Ah, June – also known as LGBT Pride Month. It's the time of year when that most iconic LGBT sigil – the rainbow flag – becomes the central motif of our summer celebrations. It decorates our homes, our businesses, our cars, our bodies, hell, even our pets!
A friend of mine once remarked of me that for a “relatively straight-acting gay man” (don't even get me started on that blatantly oxymoronic turn-of-phrase) I had more rainbow-clad gear than anyone he knew.
I've never understood how displaying pride gear engenders the expectation of other stereotypical behavior, but, whatever.
For my part, I think it's just about wanting to make the world around me as colorful as the one inside my head.
I have never been too much the flamboyant type. ...Okay, that's a lie – a giant, blatant, big, buggering falsehood! In truth, when I first came out of the closet back in 1997, I came crashing out! I must have embraced every stereotype out there: the effeminate behavior, the "swish", the catty attitude, the fashion sense, hell, I even did drag – and I was pretty damn good at it, too, I don't mind telling you!
As I got older and became a somewhat more spiritually-focused person, I grew out of most that. ...Oh I still fit into the gay stereotype in a lot of ways, they're just less obvious now. Having said that, even still, it is freakin' hilarious to me when someone, such as a co-worker or outside observer, is surprised to learn about my orientation.

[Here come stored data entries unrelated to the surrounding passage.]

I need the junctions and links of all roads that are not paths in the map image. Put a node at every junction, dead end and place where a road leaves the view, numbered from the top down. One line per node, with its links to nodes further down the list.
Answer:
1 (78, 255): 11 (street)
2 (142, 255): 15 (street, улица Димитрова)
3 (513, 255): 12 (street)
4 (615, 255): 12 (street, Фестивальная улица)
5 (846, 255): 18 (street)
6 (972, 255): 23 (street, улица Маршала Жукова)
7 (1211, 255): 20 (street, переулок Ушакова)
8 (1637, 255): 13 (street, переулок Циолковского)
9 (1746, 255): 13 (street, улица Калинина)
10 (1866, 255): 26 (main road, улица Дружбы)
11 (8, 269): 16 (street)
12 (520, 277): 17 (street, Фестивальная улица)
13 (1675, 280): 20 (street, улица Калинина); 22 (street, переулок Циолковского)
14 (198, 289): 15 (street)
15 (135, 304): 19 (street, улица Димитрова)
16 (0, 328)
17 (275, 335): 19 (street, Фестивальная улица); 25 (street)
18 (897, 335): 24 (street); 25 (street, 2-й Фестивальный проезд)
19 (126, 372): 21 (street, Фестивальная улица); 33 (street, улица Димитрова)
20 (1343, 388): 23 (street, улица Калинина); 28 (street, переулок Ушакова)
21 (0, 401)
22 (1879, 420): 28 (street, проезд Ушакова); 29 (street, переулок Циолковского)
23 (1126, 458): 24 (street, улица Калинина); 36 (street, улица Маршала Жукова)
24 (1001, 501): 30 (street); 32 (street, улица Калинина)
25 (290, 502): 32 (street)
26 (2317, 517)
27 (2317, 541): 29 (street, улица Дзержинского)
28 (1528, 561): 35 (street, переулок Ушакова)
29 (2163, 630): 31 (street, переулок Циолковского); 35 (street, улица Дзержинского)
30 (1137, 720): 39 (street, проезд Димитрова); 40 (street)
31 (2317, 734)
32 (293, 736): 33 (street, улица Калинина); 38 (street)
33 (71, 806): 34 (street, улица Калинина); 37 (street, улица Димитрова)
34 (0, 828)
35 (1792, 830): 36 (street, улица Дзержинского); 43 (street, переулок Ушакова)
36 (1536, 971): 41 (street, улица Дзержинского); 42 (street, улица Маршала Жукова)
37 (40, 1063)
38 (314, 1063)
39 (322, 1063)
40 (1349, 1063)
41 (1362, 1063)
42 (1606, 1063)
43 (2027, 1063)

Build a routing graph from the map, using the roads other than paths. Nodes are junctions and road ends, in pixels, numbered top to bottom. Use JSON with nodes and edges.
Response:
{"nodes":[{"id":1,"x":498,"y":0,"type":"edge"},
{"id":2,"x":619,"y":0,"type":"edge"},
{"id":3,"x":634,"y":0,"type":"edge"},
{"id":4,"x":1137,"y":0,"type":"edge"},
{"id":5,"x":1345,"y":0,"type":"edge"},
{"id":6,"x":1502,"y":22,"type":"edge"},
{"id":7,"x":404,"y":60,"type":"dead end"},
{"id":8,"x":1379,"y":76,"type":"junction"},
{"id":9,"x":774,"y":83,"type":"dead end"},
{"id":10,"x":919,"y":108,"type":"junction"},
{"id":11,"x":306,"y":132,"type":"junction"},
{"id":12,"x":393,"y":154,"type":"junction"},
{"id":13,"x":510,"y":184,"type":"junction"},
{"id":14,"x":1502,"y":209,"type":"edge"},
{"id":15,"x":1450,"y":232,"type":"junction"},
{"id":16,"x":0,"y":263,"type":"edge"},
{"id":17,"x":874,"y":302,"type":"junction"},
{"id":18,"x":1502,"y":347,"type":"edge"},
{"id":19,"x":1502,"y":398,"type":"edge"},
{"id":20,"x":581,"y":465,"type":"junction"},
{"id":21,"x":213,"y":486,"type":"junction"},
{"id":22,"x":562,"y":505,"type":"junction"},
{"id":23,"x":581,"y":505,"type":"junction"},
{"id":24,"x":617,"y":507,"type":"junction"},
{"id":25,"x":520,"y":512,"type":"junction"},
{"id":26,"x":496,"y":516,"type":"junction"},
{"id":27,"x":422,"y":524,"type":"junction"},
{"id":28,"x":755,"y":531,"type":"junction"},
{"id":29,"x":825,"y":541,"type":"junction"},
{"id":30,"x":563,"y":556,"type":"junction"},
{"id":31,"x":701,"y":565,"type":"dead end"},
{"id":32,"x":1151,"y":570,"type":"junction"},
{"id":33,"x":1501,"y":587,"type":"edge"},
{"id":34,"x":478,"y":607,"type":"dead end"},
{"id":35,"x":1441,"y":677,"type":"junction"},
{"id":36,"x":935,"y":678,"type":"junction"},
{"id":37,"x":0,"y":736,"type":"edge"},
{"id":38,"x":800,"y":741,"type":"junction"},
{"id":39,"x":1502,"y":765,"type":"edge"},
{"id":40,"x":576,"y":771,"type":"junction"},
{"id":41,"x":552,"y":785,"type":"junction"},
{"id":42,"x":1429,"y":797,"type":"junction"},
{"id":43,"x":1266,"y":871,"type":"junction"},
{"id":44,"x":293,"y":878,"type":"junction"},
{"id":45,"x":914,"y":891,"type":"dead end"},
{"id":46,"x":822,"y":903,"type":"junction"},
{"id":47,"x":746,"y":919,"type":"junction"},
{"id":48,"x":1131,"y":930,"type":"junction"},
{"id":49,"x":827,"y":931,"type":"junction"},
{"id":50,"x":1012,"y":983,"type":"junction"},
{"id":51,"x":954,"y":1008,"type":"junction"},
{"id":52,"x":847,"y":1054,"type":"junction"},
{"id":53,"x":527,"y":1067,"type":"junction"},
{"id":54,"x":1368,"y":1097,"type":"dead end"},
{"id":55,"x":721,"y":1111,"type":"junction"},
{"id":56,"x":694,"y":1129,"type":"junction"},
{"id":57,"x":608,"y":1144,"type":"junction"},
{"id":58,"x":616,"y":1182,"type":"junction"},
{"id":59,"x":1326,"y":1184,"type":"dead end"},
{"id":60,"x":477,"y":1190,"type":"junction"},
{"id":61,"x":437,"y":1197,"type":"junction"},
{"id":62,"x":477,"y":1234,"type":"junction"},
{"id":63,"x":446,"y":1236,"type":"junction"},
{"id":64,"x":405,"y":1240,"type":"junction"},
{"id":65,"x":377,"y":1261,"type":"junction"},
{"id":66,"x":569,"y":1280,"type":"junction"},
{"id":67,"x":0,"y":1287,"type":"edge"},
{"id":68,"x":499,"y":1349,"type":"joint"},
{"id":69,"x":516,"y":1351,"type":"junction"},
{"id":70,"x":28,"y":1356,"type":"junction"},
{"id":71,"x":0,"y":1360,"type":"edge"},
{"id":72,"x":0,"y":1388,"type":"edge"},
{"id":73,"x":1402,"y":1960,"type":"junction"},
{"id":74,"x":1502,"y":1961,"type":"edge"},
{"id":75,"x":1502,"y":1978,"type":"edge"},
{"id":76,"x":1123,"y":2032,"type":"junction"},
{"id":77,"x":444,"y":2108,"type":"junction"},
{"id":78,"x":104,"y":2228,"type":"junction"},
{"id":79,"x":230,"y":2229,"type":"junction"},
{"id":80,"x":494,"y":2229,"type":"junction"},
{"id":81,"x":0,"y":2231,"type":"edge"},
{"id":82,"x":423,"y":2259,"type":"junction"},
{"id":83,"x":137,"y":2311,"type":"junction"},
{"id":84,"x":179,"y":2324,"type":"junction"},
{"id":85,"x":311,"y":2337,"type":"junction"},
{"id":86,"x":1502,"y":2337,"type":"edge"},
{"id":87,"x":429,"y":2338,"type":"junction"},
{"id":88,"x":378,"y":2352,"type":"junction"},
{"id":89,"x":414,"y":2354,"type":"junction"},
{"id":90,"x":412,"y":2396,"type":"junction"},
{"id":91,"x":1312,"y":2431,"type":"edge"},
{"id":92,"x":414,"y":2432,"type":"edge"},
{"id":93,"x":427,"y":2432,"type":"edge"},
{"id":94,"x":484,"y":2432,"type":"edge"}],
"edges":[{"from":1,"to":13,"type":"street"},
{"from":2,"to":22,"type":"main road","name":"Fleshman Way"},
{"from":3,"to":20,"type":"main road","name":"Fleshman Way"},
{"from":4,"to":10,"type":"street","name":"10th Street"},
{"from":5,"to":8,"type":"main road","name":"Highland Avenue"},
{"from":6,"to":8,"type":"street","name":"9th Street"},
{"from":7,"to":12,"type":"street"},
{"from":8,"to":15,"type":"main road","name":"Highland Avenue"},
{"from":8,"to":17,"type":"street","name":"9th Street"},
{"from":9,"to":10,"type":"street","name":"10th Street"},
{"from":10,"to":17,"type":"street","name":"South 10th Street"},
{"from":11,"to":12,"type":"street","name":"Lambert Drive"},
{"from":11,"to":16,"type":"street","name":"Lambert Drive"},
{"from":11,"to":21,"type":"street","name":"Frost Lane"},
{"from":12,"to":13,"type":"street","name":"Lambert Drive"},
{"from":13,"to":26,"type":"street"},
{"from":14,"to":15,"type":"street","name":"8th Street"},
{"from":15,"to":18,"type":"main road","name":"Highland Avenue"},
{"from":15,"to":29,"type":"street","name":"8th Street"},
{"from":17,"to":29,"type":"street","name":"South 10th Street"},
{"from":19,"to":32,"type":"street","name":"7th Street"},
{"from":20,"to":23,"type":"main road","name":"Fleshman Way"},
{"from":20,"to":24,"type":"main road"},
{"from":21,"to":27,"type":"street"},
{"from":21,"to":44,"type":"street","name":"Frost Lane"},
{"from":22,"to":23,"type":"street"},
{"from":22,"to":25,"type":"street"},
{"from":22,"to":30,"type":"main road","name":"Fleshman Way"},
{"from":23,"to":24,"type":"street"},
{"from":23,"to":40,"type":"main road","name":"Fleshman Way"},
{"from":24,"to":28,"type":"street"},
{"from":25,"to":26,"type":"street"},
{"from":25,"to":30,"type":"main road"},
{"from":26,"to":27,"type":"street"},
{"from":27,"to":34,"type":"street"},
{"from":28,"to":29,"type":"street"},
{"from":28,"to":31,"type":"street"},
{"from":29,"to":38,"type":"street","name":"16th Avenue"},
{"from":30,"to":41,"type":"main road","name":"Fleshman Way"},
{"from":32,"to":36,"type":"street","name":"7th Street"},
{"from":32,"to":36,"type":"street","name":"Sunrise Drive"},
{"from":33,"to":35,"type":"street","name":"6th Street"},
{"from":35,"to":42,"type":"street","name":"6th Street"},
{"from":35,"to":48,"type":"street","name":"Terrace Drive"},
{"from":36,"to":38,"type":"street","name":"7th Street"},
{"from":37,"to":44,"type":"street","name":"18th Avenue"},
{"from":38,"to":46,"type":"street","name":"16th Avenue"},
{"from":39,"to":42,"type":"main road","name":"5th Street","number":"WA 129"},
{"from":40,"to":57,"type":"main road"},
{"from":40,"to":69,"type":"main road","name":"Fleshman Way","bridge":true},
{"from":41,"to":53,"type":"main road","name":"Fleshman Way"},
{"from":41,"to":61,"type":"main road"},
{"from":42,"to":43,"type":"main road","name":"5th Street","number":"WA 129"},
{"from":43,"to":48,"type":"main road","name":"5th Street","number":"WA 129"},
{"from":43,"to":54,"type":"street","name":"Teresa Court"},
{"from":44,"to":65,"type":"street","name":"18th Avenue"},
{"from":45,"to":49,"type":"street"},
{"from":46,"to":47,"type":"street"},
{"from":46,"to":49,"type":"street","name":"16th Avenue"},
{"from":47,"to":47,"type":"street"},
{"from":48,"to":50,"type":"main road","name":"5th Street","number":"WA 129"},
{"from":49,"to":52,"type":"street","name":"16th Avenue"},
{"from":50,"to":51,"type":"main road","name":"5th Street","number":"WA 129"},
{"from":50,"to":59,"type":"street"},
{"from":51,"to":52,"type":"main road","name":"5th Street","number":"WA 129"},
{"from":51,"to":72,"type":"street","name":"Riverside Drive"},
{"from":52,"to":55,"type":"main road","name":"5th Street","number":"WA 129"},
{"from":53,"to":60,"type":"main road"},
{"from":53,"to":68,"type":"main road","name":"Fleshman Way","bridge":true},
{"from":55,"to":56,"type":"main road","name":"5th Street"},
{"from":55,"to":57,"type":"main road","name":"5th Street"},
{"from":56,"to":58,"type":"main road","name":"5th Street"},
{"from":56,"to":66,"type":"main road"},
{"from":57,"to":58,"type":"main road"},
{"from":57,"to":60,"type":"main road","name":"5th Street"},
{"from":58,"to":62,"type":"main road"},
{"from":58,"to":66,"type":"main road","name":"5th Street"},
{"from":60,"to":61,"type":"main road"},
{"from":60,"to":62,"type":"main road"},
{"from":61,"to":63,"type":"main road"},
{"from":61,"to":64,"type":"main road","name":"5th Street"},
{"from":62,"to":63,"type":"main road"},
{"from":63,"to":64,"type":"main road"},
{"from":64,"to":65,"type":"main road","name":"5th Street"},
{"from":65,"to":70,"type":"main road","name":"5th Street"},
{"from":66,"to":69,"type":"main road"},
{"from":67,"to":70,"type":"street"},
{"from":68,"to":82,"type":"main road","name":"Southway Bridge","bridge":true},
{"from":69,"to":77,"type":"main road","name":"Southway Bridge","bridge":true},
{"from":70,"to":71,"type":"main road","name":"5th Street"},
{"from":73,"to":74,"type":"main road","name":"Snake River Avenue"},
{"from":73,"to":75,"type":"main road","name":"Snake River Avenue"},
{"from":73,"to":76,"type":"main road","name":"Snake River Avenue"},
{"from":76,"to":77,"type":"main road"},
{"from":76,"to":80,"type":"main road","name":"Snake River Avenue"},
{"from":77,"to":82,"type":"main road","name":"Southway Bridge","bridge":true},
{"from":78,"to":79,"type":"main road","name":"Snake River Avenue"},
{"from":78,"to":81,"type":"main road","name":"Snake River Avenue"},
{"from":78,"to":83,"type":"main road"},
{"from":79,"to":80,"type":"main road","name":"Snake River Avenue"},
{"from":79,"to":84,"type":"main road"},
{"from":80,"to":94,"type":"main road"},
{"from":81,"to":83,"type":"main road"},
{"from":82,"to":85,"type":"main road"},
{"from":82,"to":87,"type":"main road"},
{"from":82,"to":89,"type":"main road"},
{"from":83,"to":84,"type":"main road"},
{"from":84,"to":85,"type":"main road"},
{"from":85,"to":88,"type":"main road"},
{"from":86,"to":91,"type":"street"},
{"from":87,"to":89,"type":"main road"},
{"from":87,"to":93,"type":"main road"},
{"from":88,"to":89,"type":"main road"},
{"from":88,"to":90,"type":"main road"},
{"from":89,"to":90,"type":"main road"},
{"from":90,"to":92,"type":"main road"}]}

Some thoughts about self-hating gays
A few years ago, during my now infamous and mercifully brief foray into restaurant management, a co-worker – indeed a very lesbian co-worker – told me the rainbow button I wore on my hat “bothered” her. “It’s hard enough for gay people to get ahead in this world,” she told me. “It’s even worse in small town, rural upstate New York. I think it is unprofessional be so ‘out there’ with our sexuality in the work place. It places us at a disadvantage because of people’s unspoken prejudices.”
Never mind that this little nugget of wisdom, fully soaked in her own self-righteousness, comes from the mind of a woman who openly admits contempt for the LGBT community, which, in my humble opinion makes her the worst kind of gay person: a self-hating one! ...But, I digress.
Listen, I don't agree with everything that goes on in the LGBT community – especially among gay men. And I, too, have wrestled with what seems to be the inevitable self-loathing that comes from getting older in this community. But sometimes you've got to look at the larger picture. Motivational Speaker and Life Coach Joel Readence wrote a wonderful piece on this in The Huffington Post. He writes, "This community’s fight for equality and real acceptance is far from over. But we don’t stand a chance of reaching our goal if we destroy ourselves from the inside out."
Silence is deadly, unity is hope
Personally, I believe silence does us a greater disservice – even now, when LGBT people know more acceptance than ever before, and the rights of LGBT people are at the forefront of our national conversation. We have seen – especially recently – what happens when we become complacent and fall silent: eventually the bigots find a champion, and the march of progress comes screeching to a halt.
Nothing to me is more sickening than using the preservation of one person's rights as an argument for taking away the rights of someone else.
So bring on the rainbow flags! Show your colors, gay America! We are, after all, in the month set aside for that. LGBT Pride isn’t just about celebrating ourselves individually, but the strength of who we are together.
...Wait what? ...A united LGBT community? Hell, that is worth celebrating!